Just like I used to sing when I was little, I thought. Belt out the words you know, make up the ones you don't.
And then it hit me: He knows the whole story. He has the book memorized!
When Westley discovered that books were good for something other than teething on, he fell in love. Big time. Now he's almost always up for books, whether they're simple picture books or more complicated stories, like Mrs. Lovewright. He's always asking Rob or me (usually Rob) to "wee books" with him. Dinner conversation frequently revolves around the storybook or two that occupy the table along with plates and forks. We read pages between bites.

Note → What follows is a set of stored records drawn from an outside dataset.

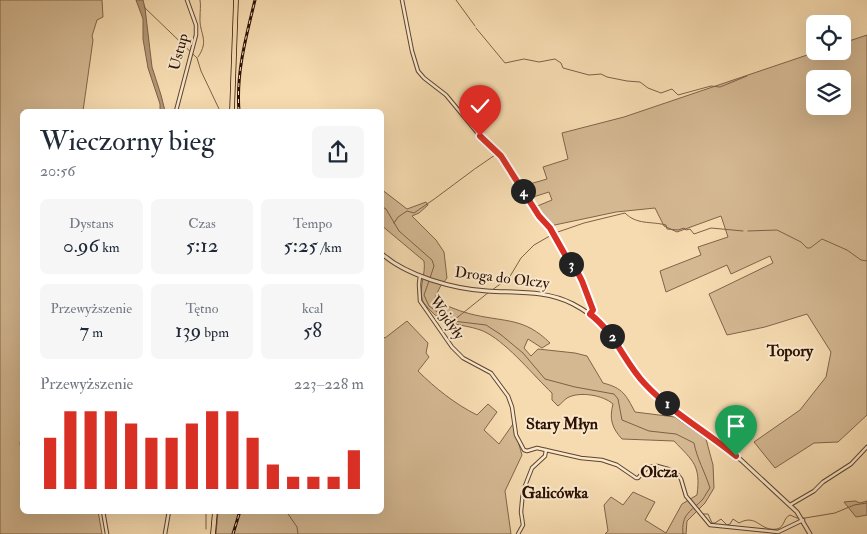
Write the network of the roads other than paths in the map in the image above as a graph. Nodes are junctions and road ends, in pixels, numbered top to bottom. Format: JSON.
{"nodes":[{"id":1,"x":187,"y":0,"type":"edge"},
{"id":2,"x":236,"y":0,"type":"edge"},
{"id":3,"x":402,"y":0,"type":"edge"},
{"id":4,"x":177,"y":109,"type":"edge"},
{"id":5,"x":232,"y":109,"type":"edge"},
{"id":6,"x":384,"y":255,"type":"edge"},
{"id":7,"x":422,"y":277,"type":"junction"},
{"id":8,"x":590,"y":314,"type":"junction"},
{"id":9,"x":867,"y":447,"type":"edge"},
{"id":10,"x":546,"y":450,"type":"junction"},
{"id":11,"x":790,"y":504,"type":"junction"},
{"id":12,"x":104,"y":514,"type":"edge"},
{"id":13,"x":168,"y":514,"type":"edge"},
{"id":14,"x":215,"y":514,"type":"edge"},
{"id":15,"x":803,"y":520,"type":"junction"},
{"id":16,"x":107,"y":534,"type":"edge"},
{"id":17,"x":165,"y":534,"type":"edge"},
{"id":18,"x":214,"y":534,"type":"edge"},
{"id":19,"x":518,"y":534,"type":"edge"},
{"id":20,"x":810,"y":534,"type":"edge"}],
"edges":[{"from":1,"to":4,"type":"street","name":"Ustup"},
{"from":2,"to":5,"type":"main road"},
{"from":3,"to":8,"type":"street"},
{"from":6,"to":7,"type":"street"},
{"from":7,"to":8,"type":"street","name":"Droga do Olczy"},
{"from":7,"to":10,"type":"street","name":"Wojdyły"},
{"from":8,"to":11,"type":"street","name":"Droga do Olczy"},
{"from":9,"to":11,"type":"street"},
{"from":10,"to":15,"type":"street"},
{"from":10,"to":19,"type":"street"},
{"from":11,"to":15,"type":"street","name":"Droga do Olczy"},
{"from":12,"to":16,"type":"street"},
{"from":13,"to":17,"type":"street"},
{"from":14,"to":18,"type":"main road"},
{"from":15,"to":20,"type":"street","name":"Droga do Olczy"}]}
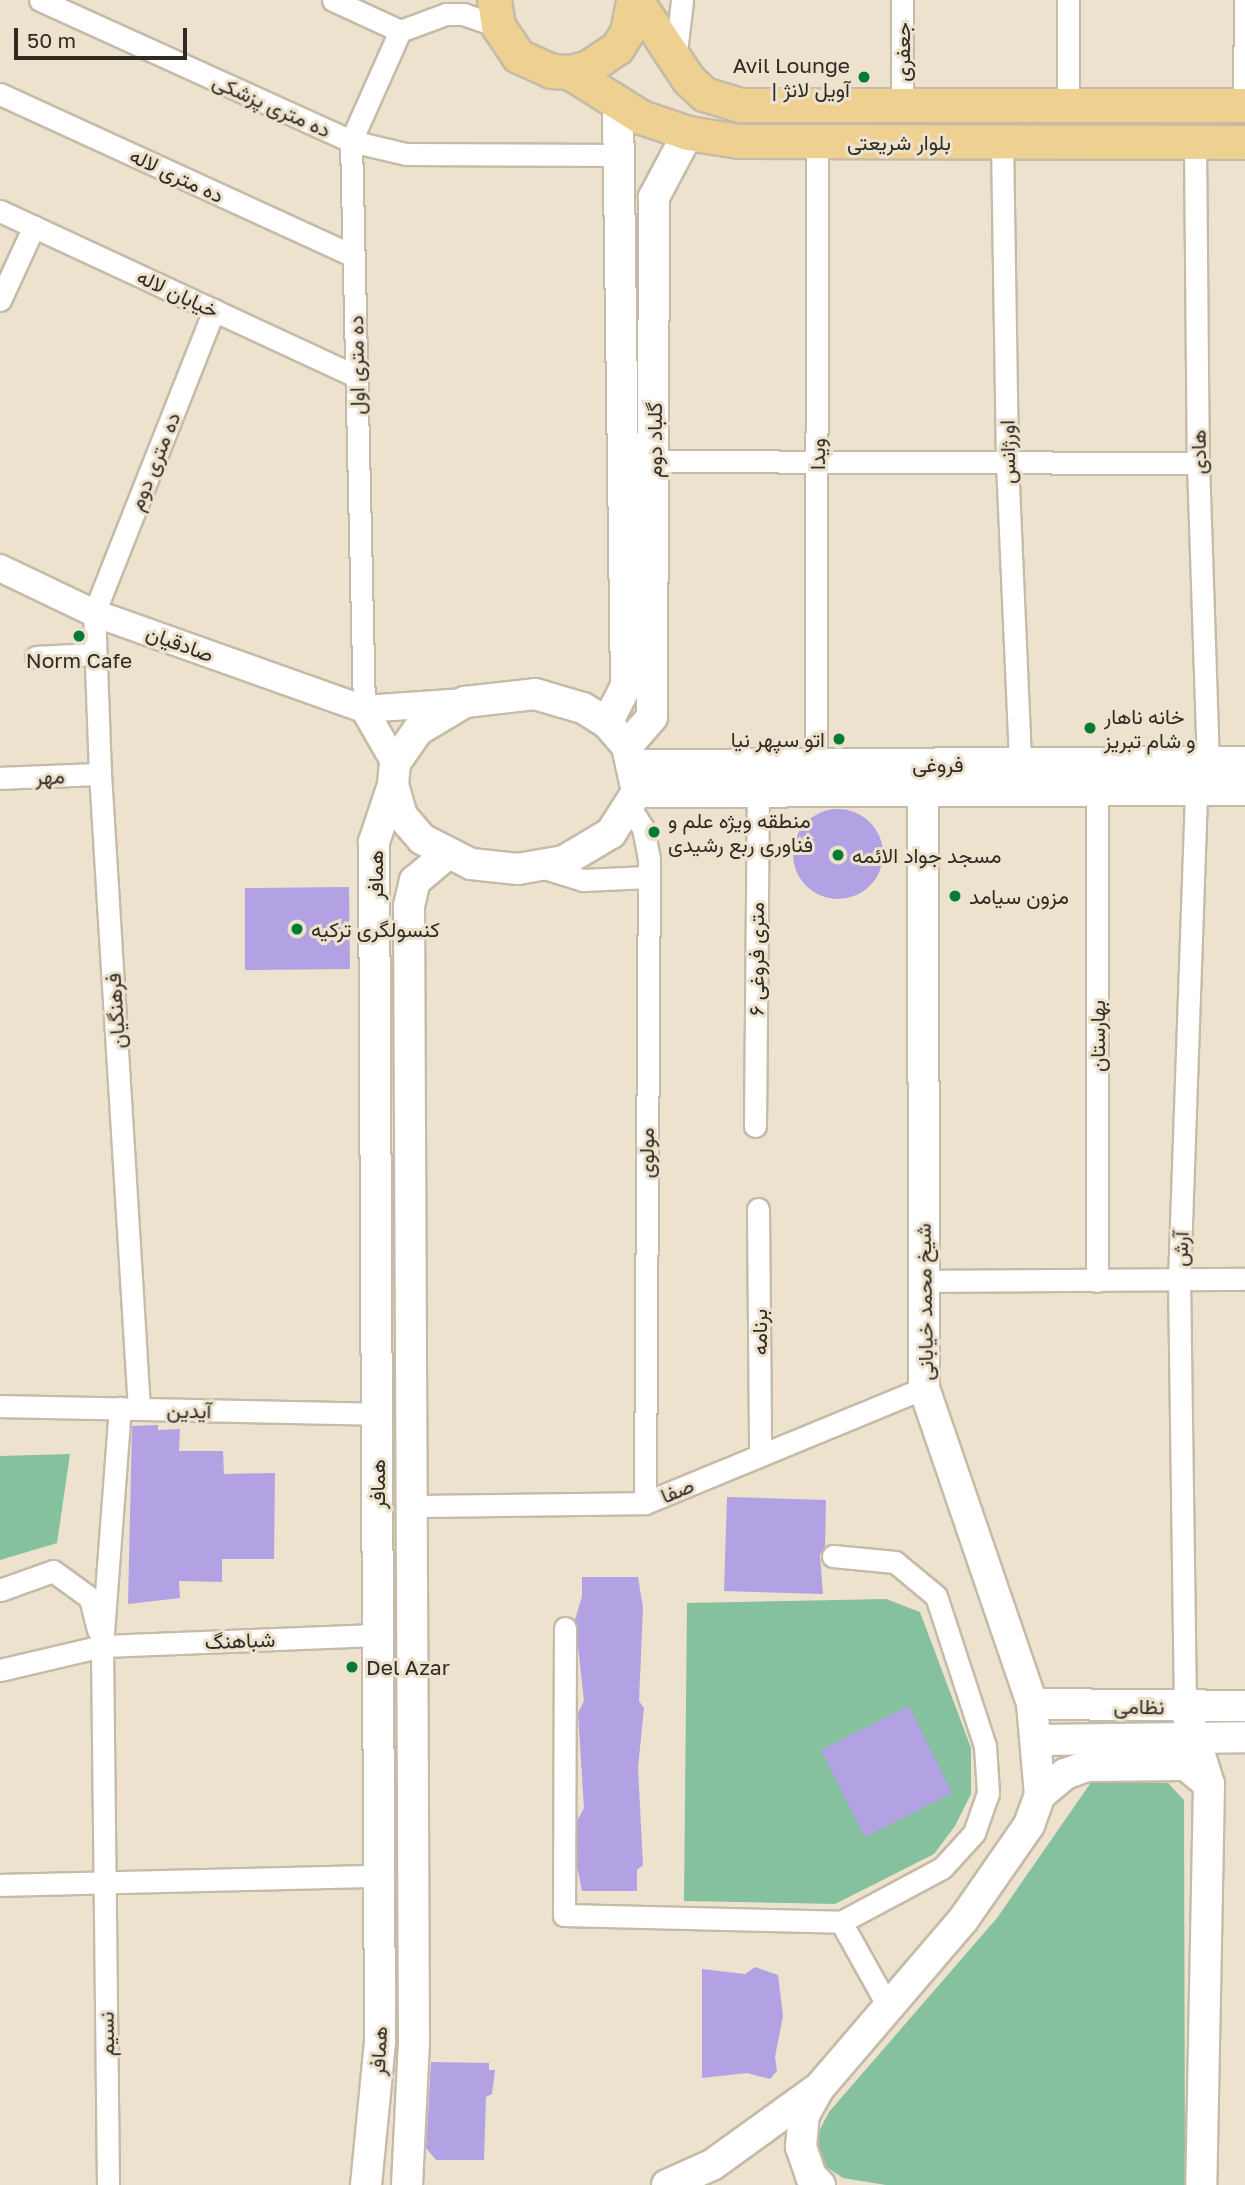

A remarkable portion of Westley's spoken vocabulary comes from the books we read to him. Often he'll say something ("caterwauled," "alphabet", "holy Toledo!") and I'll have to stop for a moment and wonder where he heard that. And then I'll realize--of course!--it's from a book.
Fortunately, he hasn't picked up anything objectionable or too annoying. But I know that time is coming. Especially since he's started committing whole books to memory, and there are some words (even in his current crop of storybooks) that I'd rather he not say on a regular basis. Westley's Mrs. Lovewright recitation this morning was a potent reminder that he really is listening to everything.
I feel simultaneously amazed by and protective of Westley's little mind, expanding to contain all of these words and stories and ideas. I want to ensure that the stories he hears are good ones, filled with worthwhile morals and cool words. After all, I have things memorized that I wish I could get rid of: disturbing images from movies, mean remarks, commercial jingles. Most of that mental debris comprises things I encountered as a child, and it would be so satisfying to forget it once and for all, and make space for something better. A funny story about a lonely woman and her cat, for instance, where the message is, "Accept people for who they are."
I want to go through the books and weed out anything that's not really excellent. And I also want to dust off my mental library, peek through its contents, and recycle the things I don't agree with any more. After all, Westley is making space inside himself to hold all of the stories I tell him--whether or not they come from books.